_About this exercise_
The output should be all lines of the entries below in which the word "Wojska" occurs.

====================

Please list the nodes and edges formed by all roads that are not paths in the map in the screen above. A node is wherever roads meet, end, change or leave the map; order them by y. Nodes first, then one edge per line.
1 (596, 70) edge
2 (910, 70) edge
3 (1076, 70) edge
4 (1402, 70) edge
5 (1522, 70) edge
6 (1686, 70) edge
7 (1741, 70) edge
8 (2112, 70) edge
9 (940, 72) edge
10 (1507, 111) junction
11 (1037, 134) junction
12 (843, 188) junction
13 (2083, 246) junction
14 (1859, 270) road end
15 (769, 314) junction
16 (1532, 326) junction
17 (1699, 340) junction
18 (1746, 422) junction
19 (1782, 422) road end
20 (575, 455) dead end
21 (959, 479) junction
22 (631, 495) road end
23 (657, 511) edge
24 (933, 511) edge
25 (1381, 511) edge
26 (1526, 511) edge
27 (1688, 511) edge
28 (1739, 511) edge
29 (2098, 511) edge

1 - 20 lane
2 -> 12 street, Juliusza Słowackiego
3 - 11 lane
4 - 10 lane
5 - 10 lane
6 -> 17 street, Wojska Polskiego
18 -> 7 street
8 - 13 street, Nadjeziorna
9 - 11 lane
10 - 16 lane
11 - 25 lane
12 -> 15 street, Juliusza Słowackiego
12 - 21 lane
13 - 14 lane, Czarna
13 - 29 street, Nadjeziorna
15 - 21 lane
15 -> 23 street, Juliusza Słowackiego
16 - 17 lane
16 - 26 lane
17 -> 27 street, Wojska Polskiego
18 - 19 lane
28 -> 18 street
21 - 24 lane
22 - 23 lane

====================

_Written solution_
6 -> 17 street, Wojska Polskiego
17 -> 27 street, Wojska Polskiego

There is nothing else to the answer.